Saved entries
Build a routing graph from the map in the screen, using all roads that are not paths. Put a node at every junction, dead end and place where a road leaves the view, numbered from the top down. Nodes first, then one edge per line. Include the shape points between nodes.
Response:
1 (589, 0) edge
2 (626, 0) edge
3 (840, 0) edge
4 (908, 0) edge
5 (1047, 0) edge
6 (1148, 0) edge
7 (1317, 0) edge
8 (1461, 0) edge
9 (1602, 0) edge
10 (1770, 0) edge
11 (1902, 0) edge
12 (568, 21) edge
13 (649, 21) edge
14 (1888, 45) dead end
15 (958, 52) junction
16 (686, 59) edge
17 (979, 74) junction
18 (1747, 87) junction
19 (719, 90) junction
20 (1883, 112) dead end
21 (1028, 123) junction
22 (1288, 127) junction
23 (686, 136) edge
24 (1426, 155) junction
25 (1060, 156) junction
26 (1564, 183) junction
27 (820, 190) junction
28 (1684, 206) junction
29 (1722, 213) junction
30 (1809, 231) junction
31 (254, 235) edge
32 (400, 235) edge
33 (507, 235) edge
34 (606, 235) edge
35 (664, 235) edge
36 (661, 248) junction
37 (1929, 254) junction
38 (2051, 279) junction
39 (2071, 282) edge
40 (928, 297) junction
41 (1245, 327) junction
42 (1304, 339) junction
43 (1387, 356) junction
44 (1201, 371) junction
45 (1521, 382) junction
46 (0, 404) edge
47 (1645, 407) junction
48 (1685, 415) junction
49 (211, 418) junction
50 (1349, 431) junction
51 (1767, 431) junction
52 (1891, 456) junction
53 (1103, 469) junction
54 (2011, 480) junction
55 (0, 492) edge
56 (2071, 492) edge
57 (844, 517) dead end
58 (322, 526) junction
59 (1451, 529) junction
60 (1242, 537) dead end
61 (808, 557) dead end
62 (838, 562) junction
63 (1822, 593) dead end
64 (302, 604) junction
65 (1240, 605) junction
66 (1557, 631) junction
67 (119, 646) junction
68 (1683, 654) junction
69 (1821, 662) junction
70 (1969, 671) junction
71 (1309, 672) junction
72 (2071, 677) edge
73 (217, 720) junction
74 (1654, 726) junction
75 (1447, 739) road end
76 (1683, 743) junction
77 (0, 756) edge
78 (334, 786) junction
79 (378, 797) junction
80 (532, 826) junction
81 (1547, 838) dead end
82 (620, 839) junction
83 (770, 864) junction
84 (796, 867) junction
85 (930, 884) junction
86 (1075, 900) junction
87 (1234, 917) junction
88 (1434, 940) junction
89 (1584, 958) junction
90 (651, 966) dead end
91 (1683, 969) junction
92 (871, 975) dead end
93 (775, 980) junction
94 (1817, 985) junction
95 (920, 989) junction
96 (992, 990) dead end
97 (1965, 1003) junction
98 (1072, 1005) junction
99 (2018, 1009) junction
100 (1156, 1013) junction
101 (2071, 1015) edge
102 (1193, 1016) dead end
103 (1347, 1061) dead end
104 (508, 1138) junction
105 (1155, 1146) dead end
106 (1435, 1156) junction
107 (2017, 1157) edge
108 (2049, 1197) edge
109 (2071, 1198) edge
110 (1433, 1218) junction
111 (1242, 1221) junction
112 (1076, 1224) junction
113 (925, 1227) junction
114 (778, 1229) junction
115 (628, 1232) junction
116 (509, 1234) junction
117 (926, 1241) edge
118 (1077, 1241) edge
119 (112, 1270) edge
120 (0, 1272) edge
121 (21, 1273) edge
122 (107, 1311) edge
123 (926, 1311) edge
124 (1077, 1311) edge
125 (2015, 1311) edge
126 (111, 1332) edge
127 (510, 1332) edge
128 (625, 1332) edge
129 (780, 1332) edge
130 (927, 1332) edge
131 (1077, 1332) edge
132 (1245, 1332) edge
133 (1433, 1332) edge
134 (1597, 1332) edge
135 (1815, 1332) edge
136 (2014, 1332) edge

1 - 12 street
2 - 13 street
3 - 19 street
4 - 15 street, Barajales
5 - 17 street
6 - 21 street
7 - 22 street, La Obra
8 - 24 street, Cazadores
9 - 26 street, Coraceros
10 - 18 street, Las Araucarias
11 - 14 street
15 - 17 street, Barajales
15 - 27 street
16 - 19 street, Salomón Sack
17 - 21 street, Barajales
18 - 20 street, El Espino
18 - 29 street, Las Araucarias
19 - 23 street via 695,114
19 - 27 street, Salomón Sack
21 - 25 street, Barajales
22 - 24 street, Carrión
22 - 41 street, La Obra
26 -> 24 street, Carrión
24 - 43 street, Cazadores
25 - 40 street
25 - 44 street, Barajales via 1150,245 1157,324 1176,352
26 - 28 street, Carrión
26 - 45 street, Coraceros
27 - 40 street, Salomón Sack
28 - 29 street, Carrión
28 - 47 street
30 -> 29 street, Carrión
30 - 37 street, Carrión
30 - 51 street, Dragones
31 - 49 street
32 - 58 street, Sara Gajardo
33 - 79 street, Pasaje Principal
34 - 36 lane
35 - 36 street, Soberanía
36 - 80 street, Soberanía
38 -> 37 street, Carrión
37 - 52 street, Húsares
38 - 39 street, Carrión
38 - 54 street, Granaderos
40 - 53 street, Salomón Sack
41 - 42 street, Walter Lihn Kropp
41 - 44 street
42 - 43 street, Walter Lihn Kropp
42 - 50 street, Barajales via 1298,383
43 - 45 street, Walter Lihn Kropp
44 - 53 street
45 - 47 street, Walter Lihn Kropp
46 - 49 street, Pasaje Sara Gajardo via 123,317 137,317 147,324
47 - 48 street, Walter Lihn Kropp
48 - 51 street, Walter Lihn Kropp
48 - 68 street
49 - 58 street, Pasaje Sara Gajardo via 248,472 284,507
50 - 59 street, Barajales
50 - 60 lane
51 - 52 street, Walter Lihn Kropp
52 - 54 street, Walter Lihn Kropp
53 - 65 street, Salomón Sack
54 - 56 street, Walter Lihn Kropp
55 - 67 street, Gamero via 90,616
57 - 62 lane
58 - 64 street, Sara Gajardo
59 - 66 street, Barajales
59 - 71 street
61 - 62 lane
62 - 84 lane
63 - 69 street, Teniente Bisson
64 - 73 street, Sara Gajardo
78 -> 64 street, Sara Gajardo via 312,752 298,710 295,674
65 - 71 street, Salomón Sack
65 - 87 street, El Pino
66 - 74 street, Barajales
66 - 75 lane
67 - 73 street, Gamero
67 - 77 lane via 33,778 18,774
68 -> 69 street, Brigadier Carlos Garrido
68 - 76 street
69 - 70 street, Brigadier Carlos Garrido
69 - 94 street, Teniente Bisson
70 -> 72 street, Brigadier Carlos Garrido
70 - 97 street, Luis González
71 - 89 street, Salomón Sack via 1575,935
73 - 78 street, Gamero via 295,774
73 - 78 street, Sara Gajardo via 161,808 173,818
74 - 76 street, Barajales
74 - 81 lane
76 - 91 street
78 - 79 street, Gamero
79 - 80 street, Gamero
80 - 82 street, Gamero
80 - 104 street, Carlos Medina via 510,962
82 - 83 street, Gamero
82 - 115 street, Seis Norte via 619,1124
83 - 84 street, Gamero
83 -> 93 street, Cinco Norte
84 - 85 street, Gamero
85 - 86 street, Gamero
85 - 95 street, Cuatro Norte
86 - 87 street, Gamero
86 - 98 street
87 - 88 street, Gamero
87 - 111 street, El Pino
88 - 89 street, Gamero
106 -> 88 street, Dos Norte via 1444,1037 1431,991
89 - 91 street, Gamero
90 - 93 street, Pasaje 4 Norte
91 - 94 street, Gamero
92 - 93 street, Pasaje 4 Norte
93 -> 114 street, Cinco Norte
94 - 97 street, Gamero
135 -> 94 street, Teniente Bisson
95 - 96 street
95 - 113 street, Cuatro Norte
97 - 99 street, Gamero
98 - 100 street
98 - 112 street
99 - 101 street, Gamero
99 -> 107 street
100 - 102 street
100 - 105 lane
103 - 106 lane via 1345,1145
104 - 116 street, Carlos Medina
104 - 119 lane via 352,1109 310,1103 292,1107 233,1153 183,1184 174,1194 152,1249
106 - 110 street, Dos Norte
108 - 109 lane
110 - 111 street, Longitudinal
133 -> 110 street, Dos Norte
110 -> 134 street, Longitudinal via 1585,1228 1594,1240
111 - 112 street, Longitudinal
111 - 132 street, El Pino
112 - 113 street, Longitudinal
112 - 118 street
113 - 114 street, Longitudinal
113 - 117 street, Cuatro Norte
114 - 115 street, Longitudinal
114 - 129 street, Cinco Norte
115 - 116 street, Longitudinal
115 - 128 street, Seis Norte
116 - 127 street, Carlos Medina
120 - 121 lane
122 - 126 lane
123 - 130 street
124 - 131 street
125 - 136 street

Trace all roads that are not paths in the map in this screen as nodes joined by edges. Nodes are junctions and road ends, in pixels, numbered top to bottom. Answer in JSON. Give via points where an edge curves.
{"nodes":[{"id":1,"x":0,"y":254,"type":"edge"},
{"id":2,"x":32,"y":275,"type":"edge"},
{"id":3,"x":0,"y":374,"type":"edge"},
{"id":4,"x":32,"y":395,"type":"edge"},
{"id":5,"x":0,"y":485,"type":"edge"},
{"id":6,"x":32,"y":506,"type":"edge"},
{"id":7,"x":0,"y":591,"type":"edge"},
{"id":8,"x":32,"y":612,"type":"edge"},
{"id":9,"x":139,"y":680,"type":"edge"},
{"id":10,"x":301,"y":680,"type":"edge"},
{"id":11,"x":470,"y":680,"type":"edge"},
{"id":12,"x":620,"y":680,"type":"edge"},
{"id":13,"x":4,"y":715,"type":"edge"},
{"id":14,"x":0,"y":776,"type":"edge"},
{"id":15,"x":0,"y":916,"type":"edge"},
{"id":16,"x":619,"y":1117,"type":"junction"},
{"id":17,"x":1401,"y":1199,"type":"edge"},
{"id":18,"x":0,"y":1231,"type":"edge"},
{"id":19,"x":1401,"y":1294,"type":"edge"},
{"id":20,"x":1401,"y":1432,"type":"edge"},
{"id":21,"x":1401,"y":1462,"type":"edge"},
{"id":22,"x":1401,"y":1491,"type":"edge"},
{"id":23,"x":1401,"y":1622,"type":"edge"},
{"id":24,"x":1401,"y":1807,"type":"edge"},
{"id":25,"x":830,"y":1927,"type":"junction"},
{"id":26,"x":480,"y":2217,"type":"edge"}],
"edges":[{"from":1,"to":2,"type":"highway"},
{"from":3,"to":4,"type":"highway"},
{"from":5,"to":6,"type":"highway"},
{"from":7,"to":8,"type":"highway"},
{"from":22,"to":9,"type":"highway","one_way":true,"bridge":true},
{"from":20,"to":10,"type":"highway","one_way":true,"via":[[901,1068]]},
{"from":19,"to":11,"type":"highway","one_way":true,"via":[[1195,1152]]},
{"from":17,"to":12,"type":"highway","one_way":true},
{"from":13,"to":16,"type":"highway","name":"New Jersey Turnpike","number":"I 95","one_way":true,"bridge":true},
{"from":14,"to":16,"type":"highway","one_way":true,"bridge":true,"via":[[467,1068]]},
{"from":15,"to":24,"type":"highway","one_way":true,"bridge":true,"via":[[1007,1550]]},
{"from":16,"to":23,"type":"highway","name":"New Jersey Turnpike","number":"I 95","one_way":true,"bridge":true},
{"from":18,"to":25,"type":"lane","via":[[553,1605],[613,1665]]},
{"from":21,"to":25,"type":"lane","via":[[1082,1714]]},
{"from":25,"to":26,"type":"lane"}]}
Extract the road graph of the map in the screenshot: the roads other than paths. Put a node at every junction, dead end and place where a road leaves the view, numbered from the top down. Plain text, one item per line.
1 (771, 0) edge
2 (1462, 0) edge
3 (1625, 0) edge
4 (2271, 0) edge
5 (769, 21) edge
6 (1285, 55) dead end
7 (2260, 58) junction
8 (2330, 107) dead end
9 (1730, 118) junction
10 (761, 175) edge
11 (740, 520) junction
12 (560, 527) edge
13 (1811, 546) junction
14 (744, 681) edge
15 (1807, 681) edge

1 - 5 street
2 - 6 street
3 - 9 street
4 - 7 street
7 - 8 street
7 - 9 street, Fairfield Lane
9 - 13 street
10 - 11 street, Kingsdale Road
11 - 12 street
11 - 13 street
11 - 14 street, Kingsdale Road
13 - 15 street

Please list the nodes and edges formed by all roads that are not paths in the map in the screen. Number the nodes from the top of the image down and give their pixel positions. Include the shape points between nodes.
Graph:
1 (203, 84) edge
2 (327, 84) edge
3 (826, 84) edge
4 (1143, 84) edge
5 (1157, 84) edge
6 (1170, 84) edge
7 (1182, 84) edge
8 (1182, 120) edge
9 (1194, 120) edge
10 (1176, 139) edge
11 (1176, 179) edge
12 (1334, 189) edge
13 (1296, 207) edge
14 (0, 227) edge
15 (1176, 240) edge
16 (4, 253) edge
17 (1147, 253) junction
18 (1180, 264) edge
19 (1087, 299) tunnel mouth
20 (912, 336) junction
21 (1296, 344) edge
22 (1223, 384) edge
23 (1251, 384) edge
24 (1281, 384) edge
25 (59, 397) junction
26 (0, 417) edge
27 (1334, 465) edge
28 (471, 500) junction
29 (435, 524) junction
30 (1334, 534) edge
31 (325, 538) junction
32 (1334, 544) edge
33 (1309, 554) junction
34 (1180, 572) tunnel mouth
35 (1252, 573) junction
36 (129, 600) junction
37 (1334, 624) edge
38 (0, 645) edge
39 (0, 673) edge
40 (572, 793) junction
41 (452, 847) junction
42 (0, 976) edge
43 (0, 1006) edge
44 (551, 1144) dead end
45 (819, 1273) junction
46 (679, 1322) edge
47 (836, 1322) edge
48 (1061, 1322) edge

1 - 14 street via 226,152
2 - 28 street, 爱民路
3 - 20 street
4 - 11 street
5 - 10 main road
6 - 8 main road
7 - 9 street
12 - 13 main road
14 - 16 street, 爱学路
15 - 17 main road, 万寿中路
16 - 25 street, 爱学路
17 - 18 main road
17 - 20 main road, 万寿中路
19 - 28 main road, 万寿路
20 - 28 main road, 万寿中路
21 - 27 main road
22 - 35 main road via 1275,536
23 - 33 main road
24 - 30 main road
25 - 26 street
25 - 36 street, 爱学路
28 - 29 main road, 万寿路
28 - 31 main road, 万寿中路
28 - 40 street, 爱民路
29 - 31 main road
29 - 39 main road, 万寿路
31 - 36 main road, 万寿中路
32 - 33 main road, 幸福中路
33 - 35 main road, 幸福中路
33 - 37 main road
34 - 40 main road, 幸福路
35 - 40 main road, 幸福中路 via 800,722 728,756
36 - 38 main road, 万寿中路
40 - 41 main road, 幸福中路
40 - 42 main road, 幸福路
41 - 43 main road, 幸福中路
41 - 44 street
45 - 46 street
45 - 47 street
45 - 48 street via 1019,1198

HOW TO COMPLETE THIS TASK: Select all lines with the word "万寿中路" from the entries above.

COMPLETED TASK:
15 - 17 main road, 万寿中路
17 - 20 main road, 万寿中路
20 - 28 main road, 万寿中路
28 - 31 main road, 万寿中路
31 - 36 main road, 万寿中路
36 - 38 main road, 万寿中路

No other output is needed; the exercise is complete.